Last month I suggested there are five “phases” of capitalism, and outlined the first… one and a half. I’ll pick up right from there– if you missed it, you should read “one and a half of the five phases of capitalism” before this one. Where we left off, England was beginning to be governed by a rising mercantile class– a shift from aristocrats who were rich because they were powerful, to a bourgeoisie that was powerful because they were rich. This transformation began with changes in landownership at home, but advanced in new ways and grew dramatically with cash crop agriculture abroad.
The profits for English colonial ventures came from agrocapitalism at home. To recap: you, a local elite, kick people off of their land through various means legal and otherwise, then you rent that land as individual parcels to tenants (who are pressured by rent to maximize their market return, rather than just subsist) or sell it to medium-scale landholders who will do the same or invest in this whole process. This also meant a mass conversion of agriculture in England from food people could eat to wool they could wear. The resulting profits were one major source of investment capital for colonial ventures.
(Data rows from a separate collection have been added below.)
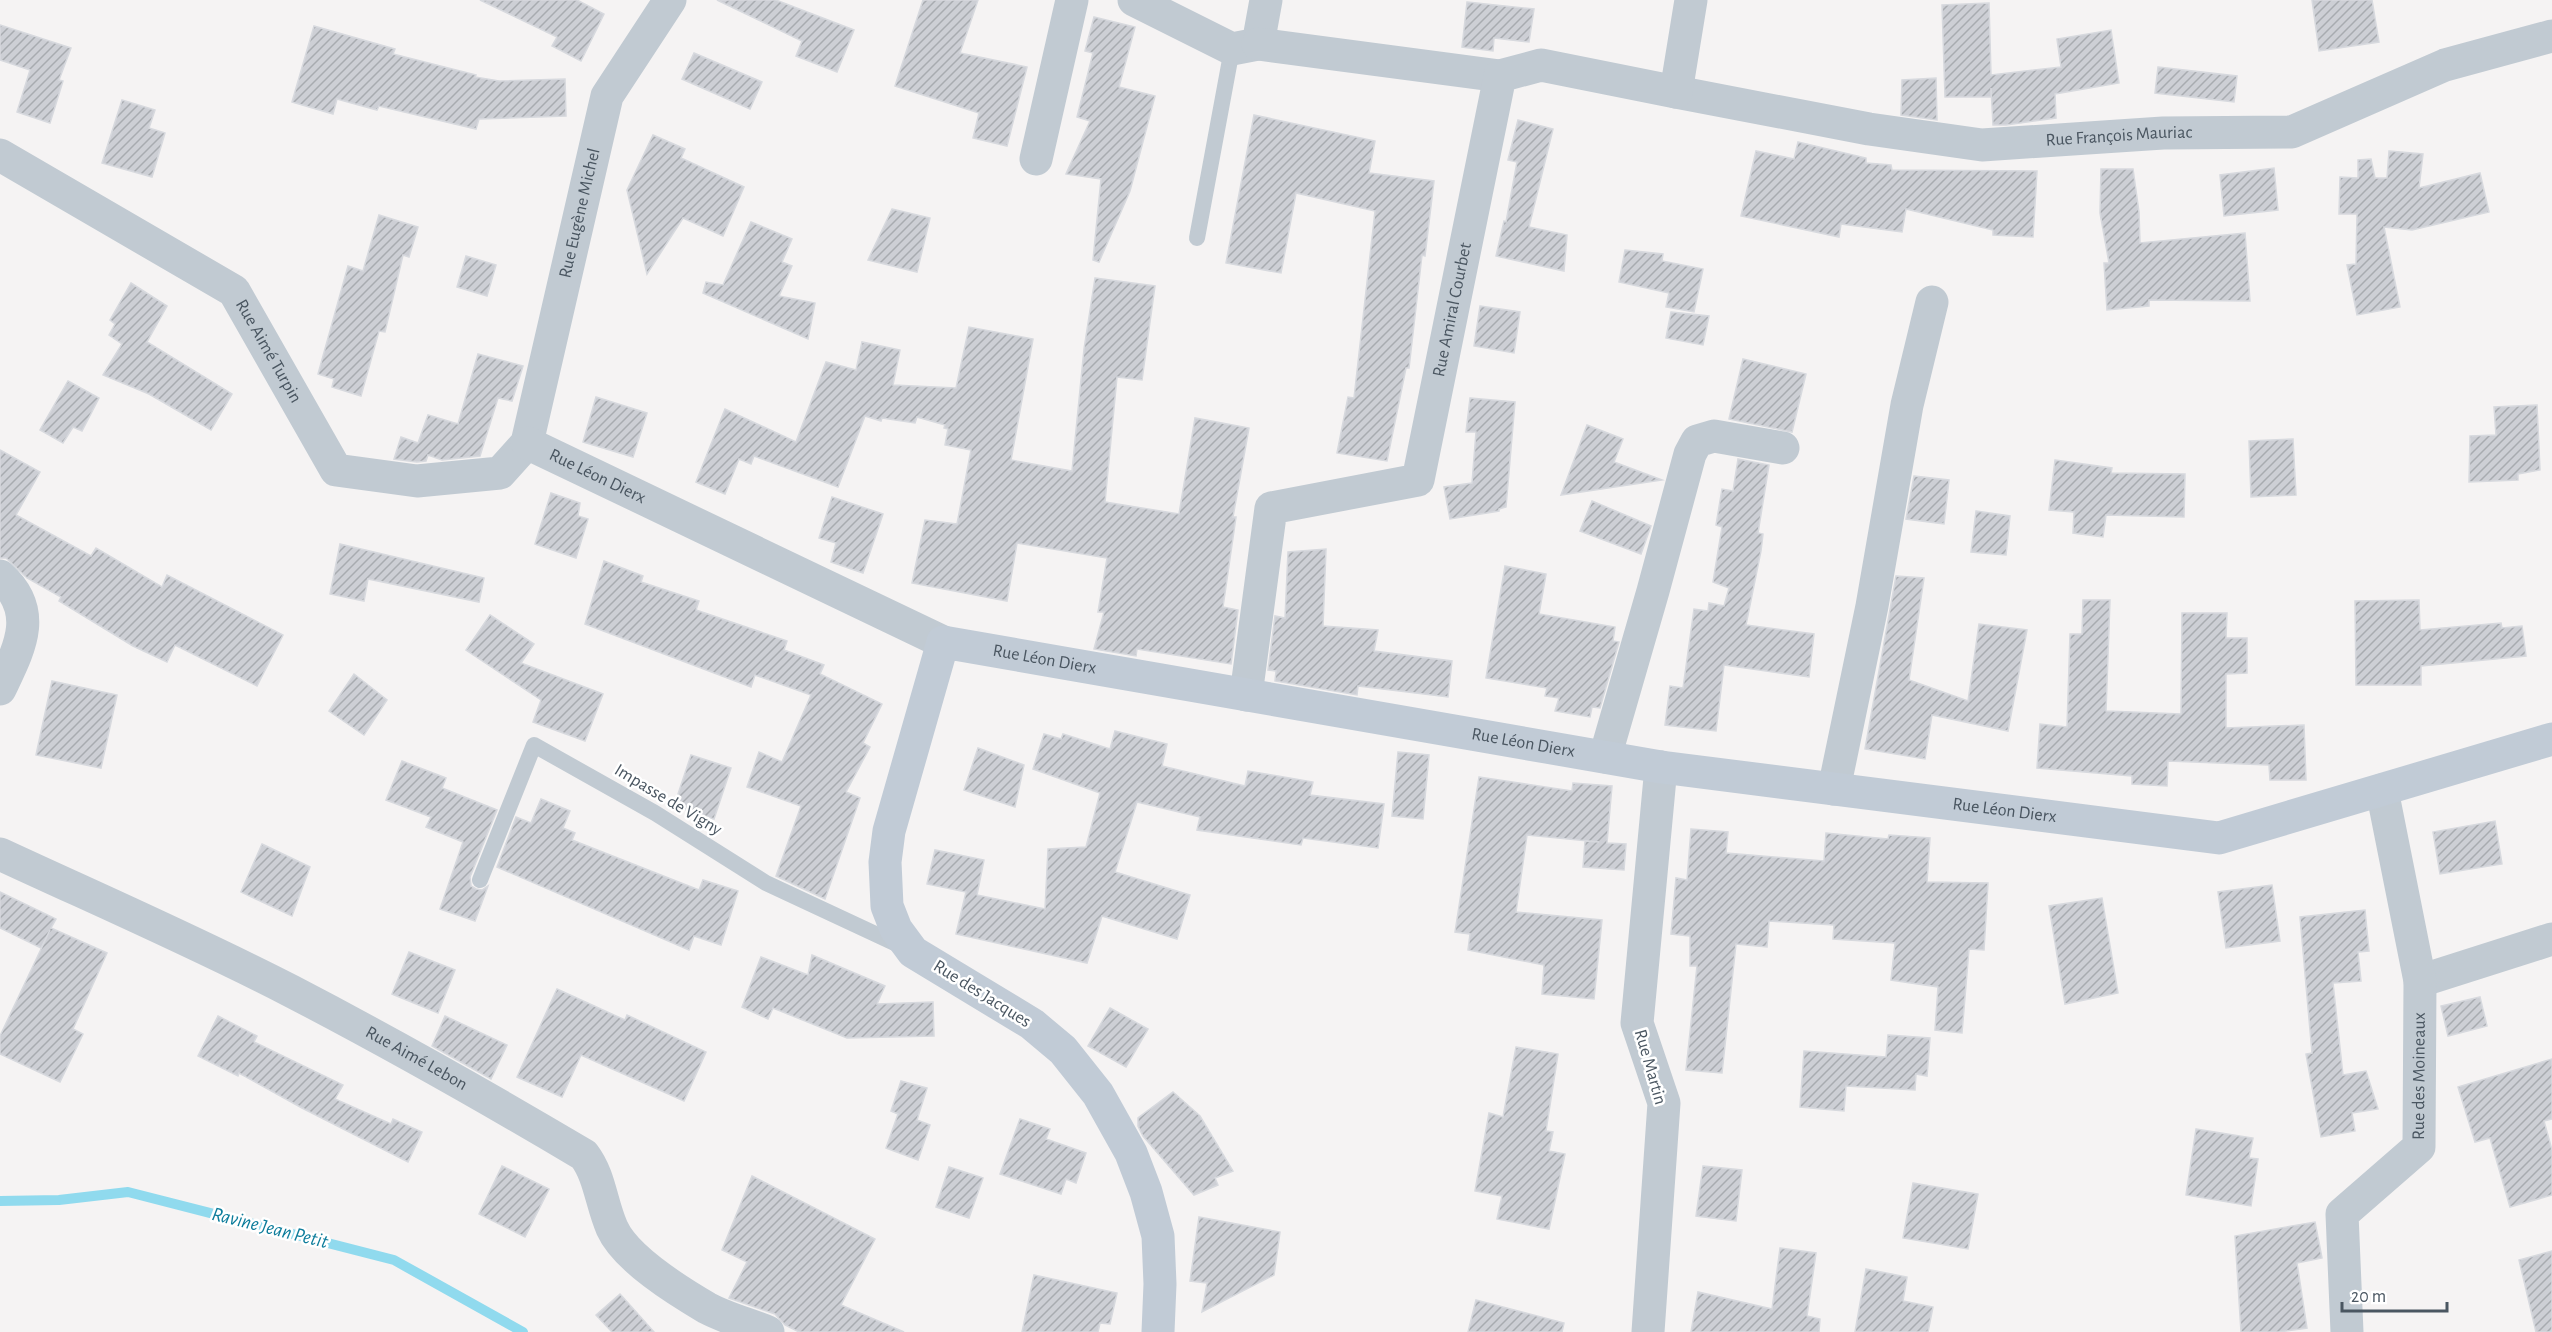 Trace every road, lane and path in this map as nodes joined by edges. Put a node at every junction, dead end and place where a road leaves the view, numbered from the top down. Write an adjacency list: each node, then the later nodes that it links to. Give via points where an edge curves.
1 (670, 0): 14 (street, Rue Eugène Michel, via 607,96)
2 (1072, 0): 11 (street)
3 (1134, 0): 7 (street)
4 (1266, 0): 7 (street)
5 (1691, 0): 9 (street)
6 (2552, 36): 9 (street, Rue François Mauriac, via 2445,65 2292,132 2163,133 1982,145 1869,129)
7 (1245, 46): 8 (street); 12 (lane)
8 (1500, 76): 9 (street, via 1541,65); 19 (street, Rue Amiral Courbet, via 1418,480 1271,508)
9 (1676, 92)
10 (0, 155): 14 (street, Rue Aimé Turpin, via 234,291 336,470 417,482 500,472)
11 (1036, 159)
12 (1197, 238)
13 (1932, 302): 23 (street, via 1907,405 1872,606)
14 (527, 442): 17 (street, Rue Léon Dierx)
15 (1783, 448): 21 (street, via 1714,436 1697,441 1690,454)
16 (0, 576): 18 (street, via 15,594 24,628 20,648)
17 (943, 642): 19 (street, Rue Léon Dierx); 28 (street, Rue des Jacques, via 899,790 885,862 887,906 896,929)
18 (0, 689)
19 (1246, 695): 21 (street, Rue Léon Dierx)
20 (2552, 739): 24 (street, Rue Léon Dierx)
21 (1605, 757): 22 (street, Rue Léon Dierx)
22 (1661, 767): 23 (street, Rue Léon Dierx); 32 (street, Rue Martin, via 1637,1023 1664,1103)
23 (1834, 789): 24 (street, Rue Léon Dierx, via 2219,838)
24 (2382, 790): 29 (street, Rue des Moineaux)
25 (0, 854): 30 (street, Rue Aimé Lebon, via 291,992 584,1155 594,1168 613,1229 630,1252 709,1309)
26 (480, 880): 28 (lane, Impasse de Vigny, via 534,745 655,813 766,883)
27 (2552, 939): 29 (street)
28 (913, 952): 31 (street, Rue des Jacques, via 1032,1024 1064,1050 1098,1094 1131,1153 1158,1236)
29 (2420, 981): 33 (street, Rue des Moineaux, via 2419,1147 2342,1215)
30 (768, 1332)
31 (1158, 1332)
32 (1648, 1332)
33 (2347, 1332)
What about the other colonial powers? The Dutch were a major 17th century Atlantic power, and merchant wealth provided the funds necessary for their colonial projects, though the more urban Netherlands got this wealth from different places, and the Netherlands colonial heyday in the Atlantic world was brief. France and Spain had a longer presence, forward and backward, in the Americas, and it looked somewhat different. New France involved fewer settlers and depended more upon trade and thus diplomacy with Indigenous communities, while New Spain, particularly in Mexico, involved replacing the top of existing imperial hierarchies like that of the Aztecs and then remaking their world from the top down. It was market-dependent and bourgeois-ruled England that developed arguably the most capitalist colonial empire, which is why I’m focusing on it, though that’s also simply a matter of space and expertise.
For our purposes I don’t actually need to distinguish the major European powers from each other too much, because in one of their most profitable areas, and also one particularly central to capitalism, they converged rather closely: cash crop production by enslaved laborers. French plantations in Saint-Domingue and English plantations in Antigua were much more similar to each other than, say, French trading posts in Canada and English smallholder farms in Massachusetts. Atlantic slavery took decades to develop into the massive system it became– in the English world, that included serious state involvement through corporations— which were then special-purpose vehicles of investment allowed on a case-by-case basis by the state, not the private entities they are today— like the Royal African Company. Before that, European states had to fund the exploration of the Atlantic and the violent conquest of land, and then subsequently the continued defense of that land from Indigenous communities it had been stolen from, imperial rivals who wanted to steal it again for themselves, and commoners and enslaved people who wanted to use it differently. In other words this was not the unleashing of a free market, but the careful creation of an architecture of oppression by the state.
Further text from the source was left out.